--- Data to process ---

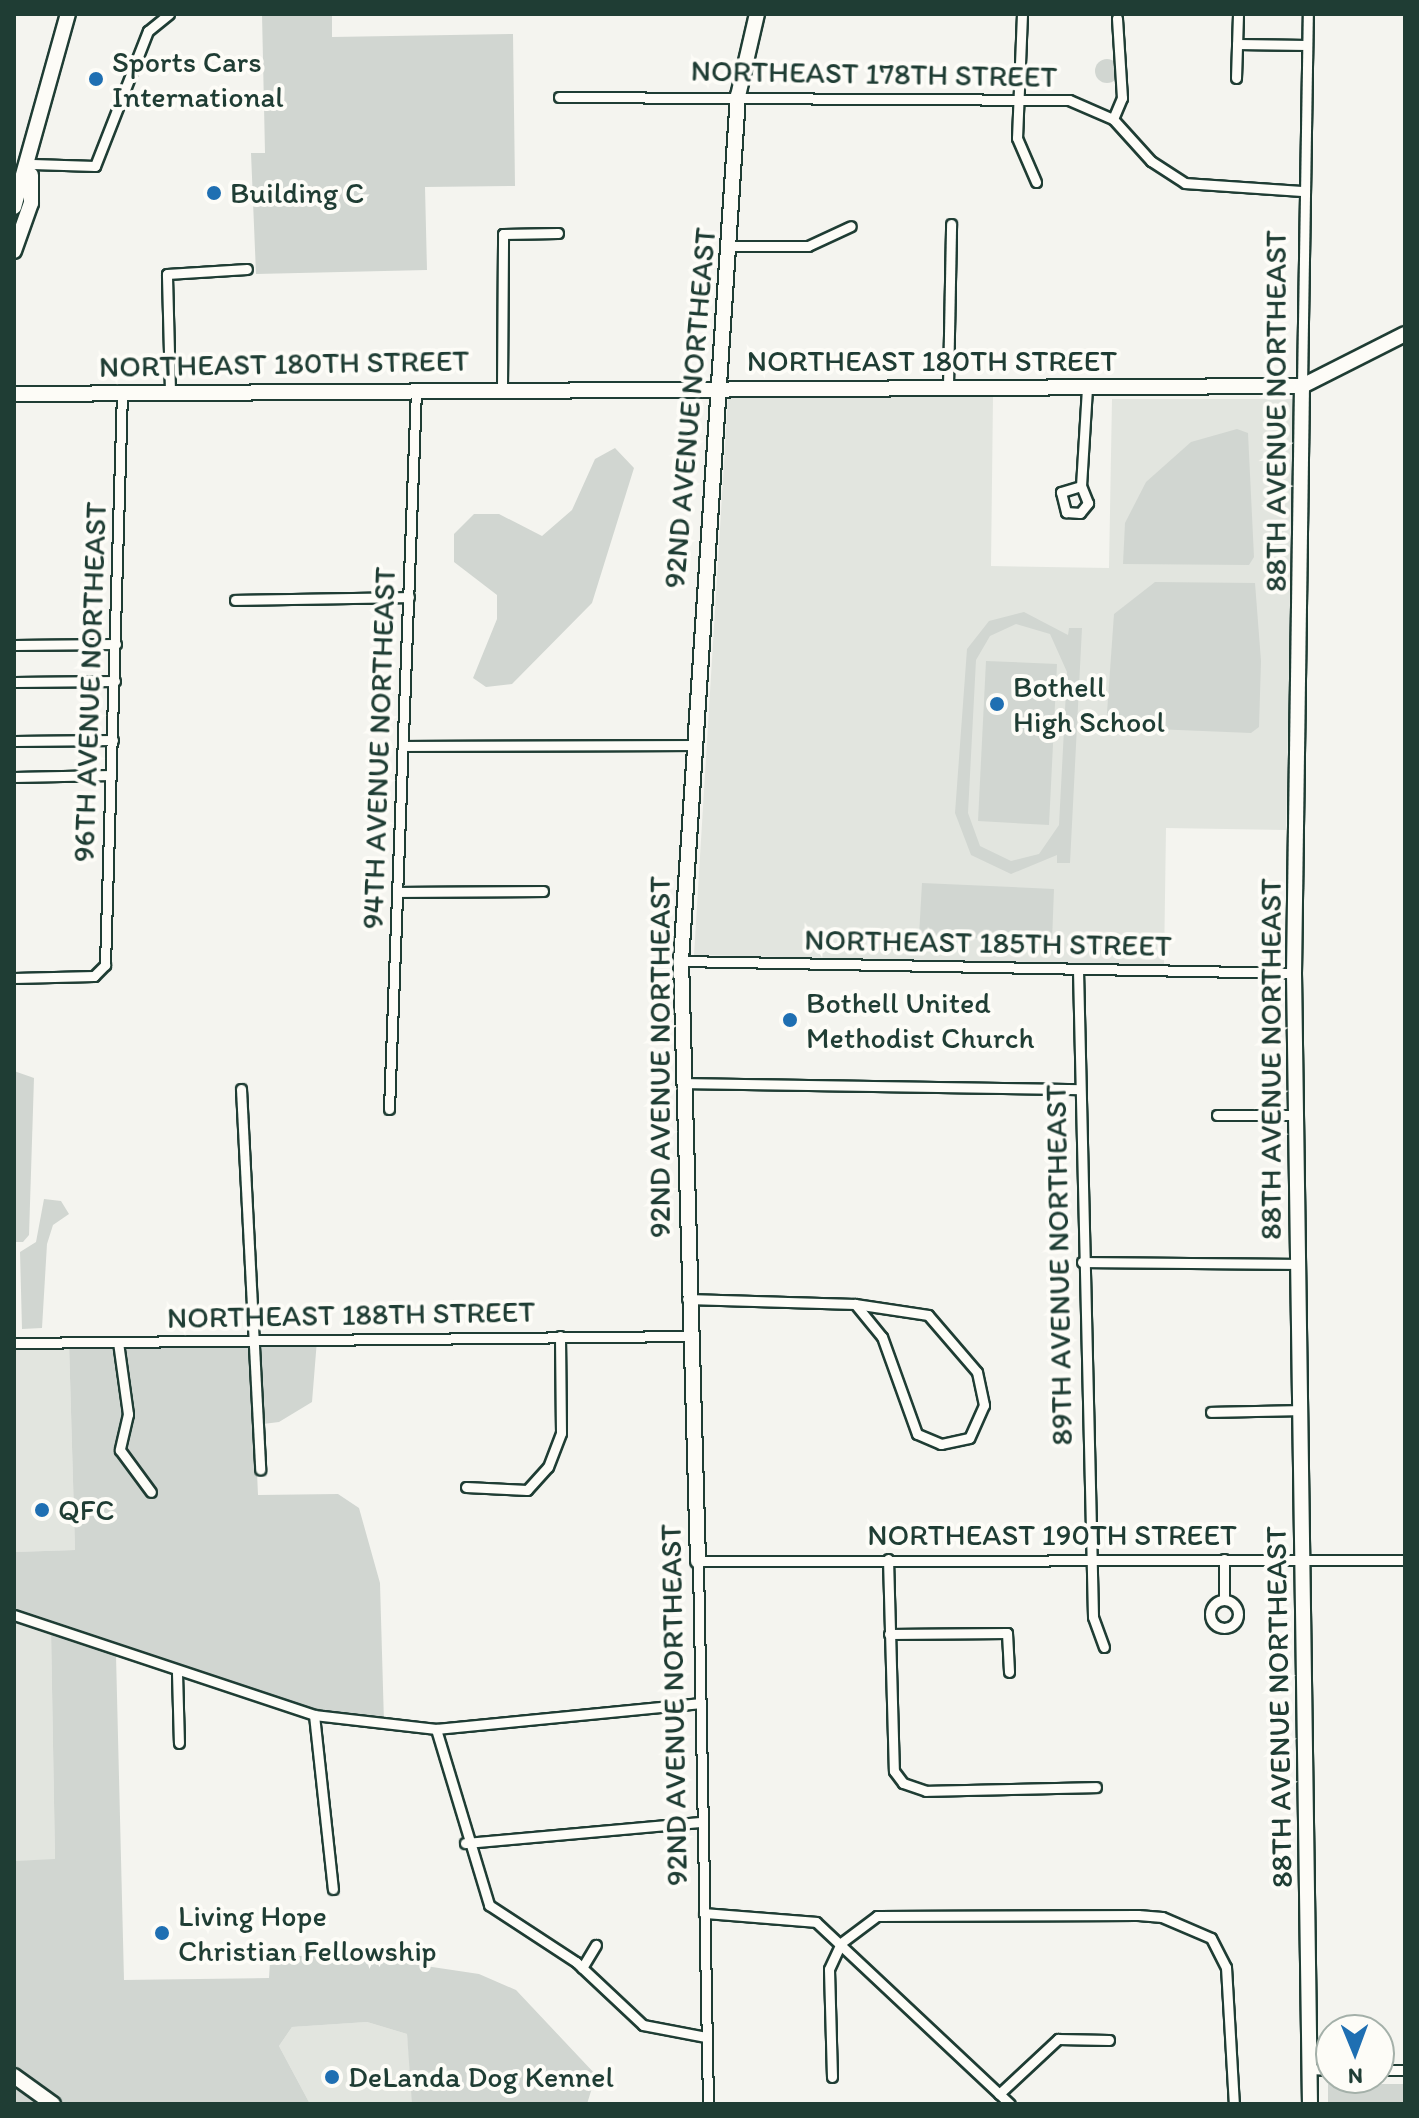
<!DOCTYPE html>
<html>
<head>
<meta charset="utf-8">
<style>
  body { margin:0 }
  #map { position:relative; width:1419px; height:2118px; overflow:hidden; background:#f4f4ef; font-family:Itim,sans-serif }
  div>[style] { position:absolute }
  .built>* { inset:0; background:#e2e5df }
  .green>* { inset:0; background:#d1d6d1 }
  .round { border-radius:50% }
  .roads { filter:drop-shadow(2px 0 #1f3d34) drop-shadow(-2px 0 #1f3d34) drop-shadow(0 2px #1f3d34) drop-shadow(0 -2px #1f3d34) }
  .street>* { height:9px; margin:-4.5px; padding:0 4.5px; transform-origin:4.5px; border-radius:4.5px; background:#fdfcf7 }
  .street>.ring { margin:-4.5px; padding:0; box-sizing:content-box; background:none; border:9px solid #fdfcf7; border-radius:50% }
  .secondary>* { height:14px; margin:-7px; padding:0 7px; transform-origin:7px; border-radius:7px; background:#fdfcf7 }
  .primary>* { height:14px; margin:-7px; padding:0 7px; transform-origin:7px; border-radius:7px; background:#fdfcf7 }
  .dots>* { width:22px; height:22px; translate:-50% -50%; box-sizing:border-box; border:4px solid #fdfcf7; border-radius:50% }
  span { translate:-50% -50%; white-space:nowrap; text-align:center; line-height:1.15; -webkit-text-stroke:8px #fdfcf7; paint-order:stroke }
  .poi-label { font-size:30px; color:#1f3d34 }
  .left { translate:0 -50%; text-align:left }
  .street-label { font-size:30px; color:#1f3d34 }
  .frame { position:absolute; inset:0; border:16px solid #1f3d34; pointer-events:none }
  .north { position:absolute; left:1315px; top:2014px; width:80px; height:80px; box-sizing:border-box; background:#fdfcf7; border:2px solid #a4b0a9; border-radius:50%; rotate:179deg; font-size:22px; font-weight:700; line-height:32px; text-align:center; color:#1f3d34 }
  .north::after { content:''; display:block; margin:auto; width:28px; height:36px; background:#1f6fb2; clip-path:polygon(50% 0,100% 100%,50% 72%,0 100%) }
</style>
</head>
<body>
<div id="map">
  <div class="built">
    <div style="clip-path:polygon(728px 397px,993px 397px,991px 566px,1109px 568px,1112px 399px,1294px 399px,1286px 830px,1166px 828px,1164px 965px,694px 955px)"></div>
    <div style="clip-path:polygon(14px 1343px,69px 1343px,75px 1550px,14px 1552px)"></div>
    <div style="clip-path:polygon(14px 1615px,51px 1631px,55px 1860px,14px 1861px)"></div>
    <div style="clip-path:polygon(367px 2022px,407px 2034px,414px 2104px,310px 2104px,279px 2046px,292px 2027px)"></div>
  </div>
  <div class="green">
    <div style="clip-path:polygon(262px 14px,332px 14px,332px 37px,513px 34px,515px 186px,425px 187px,427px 270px,256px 274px,251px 153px,265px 153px)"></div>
    <div class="round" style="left:1095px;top:59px;width:24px;height:24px"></div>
    <div style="clip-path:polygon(1237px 429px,1248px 433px,1254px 557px,1249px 565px,1123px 564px,1125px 523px,1146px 482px,1191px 442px)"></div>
    <div style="clip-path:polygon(615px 448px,634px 468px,592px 603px,512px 684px,486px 687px,473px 678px,497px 619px,497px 595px,454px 562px,454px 534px,474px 514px,499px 514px,542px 536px,572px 510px,595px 459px)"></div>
    <div style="clip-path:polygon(1155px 582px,1255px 583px,1261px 661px,1259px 727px,1251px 733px,1106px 727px,1114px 614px)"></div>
    <div style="clip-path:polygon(evenodd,1024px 612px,1068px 635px,1069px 628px,1082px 628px,1070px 863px,1057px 863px,1057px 855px,1011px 874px,971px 855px,955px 813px,967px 649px,989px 621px,1024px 612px,1016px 624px,1050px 634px,1067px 672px,1059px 825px,1039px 854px,1011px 861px,980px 846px,968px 813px,976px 660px,990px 636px,1016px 624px)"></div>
    <div style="clip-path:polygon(986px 661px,1057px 664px,1049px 825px,978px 821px)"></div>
    <div style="clip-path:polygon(922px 883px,1054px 889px,1052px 941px,919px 936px)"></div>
    <div style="clip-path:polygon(14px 1071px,34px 1078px,29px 1235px,23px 1242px,14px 1242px)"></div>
    <div style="clip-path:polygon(44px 1199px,61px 1201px,69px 1214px,53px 1225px,47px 1244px,42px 1328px,22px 1329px,20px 1252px,36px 1242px)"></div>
    <div style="clip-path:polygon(317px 1340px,312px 1402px,279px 1422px,255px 1425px,258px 1495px,338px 1494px,359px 1508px,380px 1583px,384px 1723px,314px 1715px,116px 1655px,124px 1980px,269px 1978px,271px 1945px,299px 1956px,352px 1955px,479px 1974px,516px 1990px,596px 2075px,587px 2104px,412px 2104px,407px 2034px,367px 2022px,292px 2027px,279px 2046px,310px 2104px,14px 2104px,14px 1861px,55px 1859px,51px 1631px,14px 1615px,14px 1552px,75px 1550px,69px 1343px)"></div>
    <div style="clip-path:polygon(1328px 2084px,1405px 2084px,1405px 2104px,1328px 2104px)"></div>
  </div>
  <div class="roads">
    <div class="street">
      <div style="left:1022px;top:14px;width:124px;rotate:92.3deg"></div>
      <div style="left:1017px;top:138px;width:48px;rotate:66.6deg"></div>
      <div style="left:1237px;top:44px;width:70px;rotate:0.8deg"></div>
      <div style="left:1236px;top:78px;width:64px;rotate:-88.2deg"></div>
      <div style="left:559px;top:97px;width:510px;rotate:0.34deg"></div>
      <div style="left:1069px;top:100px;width:48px;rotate:23.4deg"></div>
      <div style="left:1113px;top:119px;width:57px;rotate:47.9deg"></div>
      <div style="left:1151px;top:161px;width:40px;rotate:32.9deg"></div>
      <div style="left:1185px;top:183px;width:116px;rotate:3.9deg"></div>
      <div style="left:1113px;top:119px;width:23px;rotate:-67deg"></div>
      <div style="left:1122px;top:98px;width:80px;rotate:-93.6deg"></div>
      <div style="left:32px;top:164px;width:63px;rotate:1.8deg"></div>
      <div style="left:95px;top:166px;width:145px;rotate:-68.6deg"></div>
      <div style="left:148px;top:31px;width:27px;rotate:-39deg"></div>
      <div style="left:731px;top:246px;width:77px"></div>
      <div style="left:808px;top:246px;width:47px;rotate:-24.9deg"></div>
      <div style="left:948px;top:386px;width:162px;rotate:-88.9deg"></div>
      <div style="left:1302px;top:386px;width:372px;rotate:-89.1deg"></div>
      <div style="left:502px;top:387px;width:153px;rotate:-89.6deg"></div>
      <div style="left:503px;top:234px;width:55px;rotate:-1deg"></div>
      <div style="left:170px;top:391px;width:117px;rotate:-91.5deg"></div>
      <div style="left:167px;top:274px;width:80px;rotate:-3.6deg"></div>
      <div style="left:1081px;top:486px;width:21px;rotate:163deg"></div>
      <div style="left:1061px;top:492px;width:21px;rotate:76deg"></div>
      <div style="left:1066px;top:512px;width:14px;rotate:4deg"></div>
      <div style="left:1080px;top:513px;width:13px;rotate:-51deg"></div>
      <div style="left:1088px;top:503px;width:18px;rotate:-112deg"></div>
      <div style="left:1081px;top:486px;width:98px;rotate:-86.5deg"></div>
      <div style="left:235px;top:600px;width:174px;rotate:-1deg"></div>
      <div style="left:14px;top:645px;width:102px;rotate:-0.6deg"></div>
      <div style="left:14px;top:682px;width:101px;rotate:-0.6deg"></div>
      <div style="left:14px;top:741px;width:99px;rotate:-0.6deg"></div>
      <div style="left:403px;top:746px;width:289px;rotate:-0.2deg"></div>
      <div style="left:14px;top:777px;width:97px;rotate:-1.2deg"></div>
      <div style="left:398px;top:892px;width:145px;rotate:-0.4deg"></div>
      <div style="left:681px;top:961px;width:613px;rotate:1.12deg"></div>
      <div style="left:1078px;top:970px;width:647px;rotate:88.67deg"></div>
      <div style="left:1093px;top:1617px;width:32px;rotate:70deg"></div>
      <div style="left:14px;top:978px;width:80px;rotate:-1.4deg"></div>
      <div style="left:94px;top:976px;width:16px;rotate:-45deg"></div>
      <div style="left:105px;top:965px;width:574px;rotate:-88.3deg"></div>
      <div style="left:683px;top:1083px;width:396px;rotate:0.9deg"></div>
      <div style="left:241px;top:1089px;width:381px;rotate:87.1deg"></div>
      <div style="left:389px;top:1109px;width:721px;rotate:-87.85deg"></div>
      <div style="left:1217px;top:1115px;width:79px"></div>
      <div style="left:1082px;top:1262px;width:216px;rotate:0.5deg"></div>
      <div style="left:687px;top:1299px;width:168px;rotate:1.7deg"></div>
      <div style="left:855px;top:1304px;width:74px;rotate:8.6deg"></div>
      <div style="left:928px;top:1315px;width:75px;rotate:49.3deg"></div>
      <div style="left:977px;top:1372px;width:34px;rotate:78deg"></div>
      <div style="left:984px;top:1405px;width:36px;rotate:114deg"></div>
      <div style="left:969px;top:1438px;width:29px;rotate:168deg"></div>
      <div style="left:941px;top:1444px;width:26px;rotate:-157deg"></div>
      <div style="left:917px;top:1434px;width:103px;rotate:-109.8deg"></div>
      <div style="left:882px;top:1337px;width:43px;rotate:-129.3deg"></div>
      <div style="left:118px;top:1342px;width:73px;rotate:82.1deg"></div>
      <div style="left:128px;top:1414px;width:37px;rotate:103deg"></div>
      <div style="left:120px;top:1450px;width:52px;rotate:53.6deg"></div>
      <div style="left:14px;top:1343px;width:675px;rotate:-0.59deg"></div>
      <div style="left:1211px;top:1412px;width:89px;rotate:-1.3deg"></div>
      <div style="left:466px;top:1487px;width:61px;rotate:2.8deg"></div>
      <div style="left:527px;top:1490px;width:31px;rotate:-48deg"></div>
      <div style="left:548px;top:1467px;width:36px;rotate:-69deg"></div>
      <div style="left:561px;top:1433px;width:97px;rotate:-90.6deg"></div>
      <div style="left:888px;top:1559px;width:212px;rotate:88.4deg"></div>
      <div style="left:894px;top:1771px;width:15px;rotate:53deg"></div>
      <div style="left:903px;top:1783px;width:24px;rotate:19deg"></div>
      <div style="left:926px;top:1791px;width:170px;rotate:-1.3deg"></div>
      <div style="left:1224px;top:1559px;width:41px;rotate:90deg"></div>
      <div class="ring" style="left:1210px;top:1600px;width:19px;height:19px"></div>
      <div style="left:14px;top:1615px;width:316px;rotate:18.4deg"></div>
      <div style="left:314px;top:1715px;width:123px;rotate:6.5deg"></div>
      <div style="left:436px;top:1729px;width:264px;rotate:-5.6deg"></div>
      <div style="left:889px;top:1634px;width:118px;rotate:-0.5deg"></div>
      <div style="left:1007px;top:1633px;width:39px;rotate:87deg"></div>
      <div style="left:177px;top:1673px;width:70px;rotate:88.4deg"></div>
      <div style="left:314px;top:1715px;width:175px;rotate:83.8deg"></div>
      <div style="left:436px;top:1729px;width:184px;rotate:73.2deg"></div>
      <div style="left:489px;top:1905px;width:104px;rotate:33.2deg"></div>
      <div style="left:576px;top:1962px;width:92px;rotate:43.2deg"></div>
      <div style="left:643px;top:2025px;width:64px;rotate:10.8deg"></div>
      <div style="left:465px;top:1843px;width:237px;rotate:-5.1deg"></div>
      <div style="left:704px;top:1913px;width:112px;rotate:4.6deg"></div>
      <div style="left:816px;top:1922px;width:266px;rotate:43.2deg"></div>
      <div style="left:582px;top:1968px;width:27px;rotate:-59deg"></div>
      <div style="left:1310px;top:2069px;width:21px;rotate:3deg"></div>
      <div style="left:1379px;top:2070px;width:26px"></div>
      <div style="left:832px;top:2077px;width:108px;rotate:-91.6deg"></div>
      <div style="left:829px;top:1969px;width:29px;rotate:-65deg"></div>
      <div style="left:841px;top:1943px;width:45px;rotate:-36.9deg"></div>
      <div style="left:877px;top:1916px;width:261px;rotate:-0.2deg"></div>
      <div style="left:1138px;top:1915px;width:24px;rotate:5deg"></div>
      <div style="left:1162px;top:1917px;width:53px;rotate:23.2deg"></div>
      <div style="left:1211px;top:1938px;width:33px;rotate:63deg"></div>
      <div style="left:1226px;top:1967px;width:137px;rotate:86.7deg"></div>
      <div style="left:999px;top:2094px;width:81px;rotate:-43deg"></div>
      <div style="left:1058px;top:2039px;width:51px;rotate:1.1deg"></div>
      <div style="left:708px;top:2104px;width:543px;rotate:-91.06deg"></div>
      <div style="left:698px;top:1561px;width:707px;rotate:-0.08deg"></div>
    </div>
    <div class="secondary">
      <div style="left:1302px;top:386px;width:587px;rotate:90.78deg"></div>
      <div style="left:1294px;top:973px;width:1131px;rotate:89.19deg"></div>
      <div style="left:14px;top:394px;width:1288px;rotate:-0.36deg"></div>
      <div style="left:1302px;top:386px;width:115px;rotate:-26.8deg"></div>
      <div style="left:698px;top:1561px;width:600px;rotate:-91.62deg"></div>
      <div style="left:681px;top:961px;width:867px;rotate:-86.23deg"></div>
      <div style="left:738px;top:96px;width:84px;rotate:-77deg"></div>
    </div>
    <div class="primary">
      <div style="left:14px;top:207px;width:200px;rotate:-74.4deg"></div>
      <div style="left:14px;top:251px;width:51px;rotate:-70.5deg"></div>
      <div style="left:31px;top:203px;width:28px;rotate:-90deg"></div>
      <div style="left:14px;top:2076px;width:48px;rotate:35.7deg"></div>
    </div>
  </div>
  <div class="dots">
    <div style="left:96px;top:79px;background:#1f6fb2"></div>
    <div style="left:214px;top:193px;background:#1f6fb2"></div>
    <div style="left:997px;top:704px;background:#1f6fb2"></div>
    <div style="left:790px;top:1020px;background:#1f6fb2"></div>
    <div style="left:42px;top:1510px;background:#1f6fb2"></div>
    <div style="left:162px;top:1933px;background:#1f6fb2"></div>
    <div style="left:332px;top:2077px;background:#1f6fb2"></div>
  </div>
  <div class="poi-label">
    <span class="left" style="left:112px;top:79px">Sports Cars<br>International</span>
    <span class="left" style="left:230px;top:193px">Building C</span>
    <span class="left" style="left:1013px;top:704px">Bothell<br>High School</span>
    <span class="left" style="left:806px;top:1020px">Bothell United<br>Methodist Church</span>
    <span class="left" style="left:58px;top:1510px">QFC</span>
    <span class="left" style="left:178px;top:1933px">Living Hope<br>Christian Fellowship</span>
    <span class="left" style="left:348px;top:2077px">DeLanda Dog Kennel</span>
  </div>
  <div class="street-label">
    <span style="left:874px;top:74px;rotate:1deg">NORTHEAST 178TH STREET</span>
    <span style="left:932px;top:361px">NORTHEAST 180TH STREET</span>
    <span style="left:284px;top:364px;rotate:-1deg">NORTHEAST 180TH STREET</span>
    <span style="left:690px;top:408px;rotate:-85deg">92ND AVENUE NORTHEAST</span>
    <span style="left:1276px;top:411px;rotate:-90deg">88TH AVENUE NORTHEAST</span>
    <span style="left:90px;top:682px;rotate:-88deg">96TH AVENUE NORTHEAST</span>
    <span style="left:379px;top:748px;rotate:-88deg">94TH AVENUE NORTHEAST</span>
    <span style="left:988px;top:943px;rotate:1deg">NORTHEAST 185TH STREET</span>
    <span style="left:660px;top:1057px;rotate:-90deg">92ND AVENUE NORTHEAST</span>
    <span style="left:1271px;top:1059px;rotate:-90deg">88TH AVENUE NORTHEAST</span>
    <span style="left:1059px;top:1265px;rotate:-91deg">89TH AVENUE NORTHEAST</span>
    <span style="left:351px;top:1315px;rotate:-1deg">NORTHEAST 188TH STREET</span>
    <span style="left:1052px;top:1535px">NORTHEAST 190TH STREET</span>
    <span style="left:674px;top:1705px;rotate:-91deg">92ND AVENUE NORTHEAST</span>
    <span style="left:1279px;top:1707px;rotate:-91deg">88TH AVENUE NORTHEAST</span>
  </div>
  <div class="frame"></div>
  <div class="north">N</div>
</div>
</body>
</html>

---

▸ About this task:
Your answer should be the lines from the first record down to the line containing "filter:drop-shadow(2px 0 #1f3d34)", restated exactly, with no pictures.

▸ Task solution:
<!DOCTYPE html>
<html>
<head>
<meta charset="utf-8">
<style>
  body { margin:0 }
  #map { position:relative; width:1419px; height:2118px; overflow:hidden; background:#f4f4ef; font-family:Itim,sans-serif }
  div>[style] { position:absolute }
  .built>* { inset:0; background:#e2e5df }
  .green>* { inset:0; background:#d1d6d1 }
  .round { border-radius:50% }
  .roads { filter:drop-shadow(2px 0 #1f3d34) drop-shadow(-2px 0 #1f3d34) drop-shadow(0 2px #1f3d34) drop-shadow(0 -2px #1f3d34) }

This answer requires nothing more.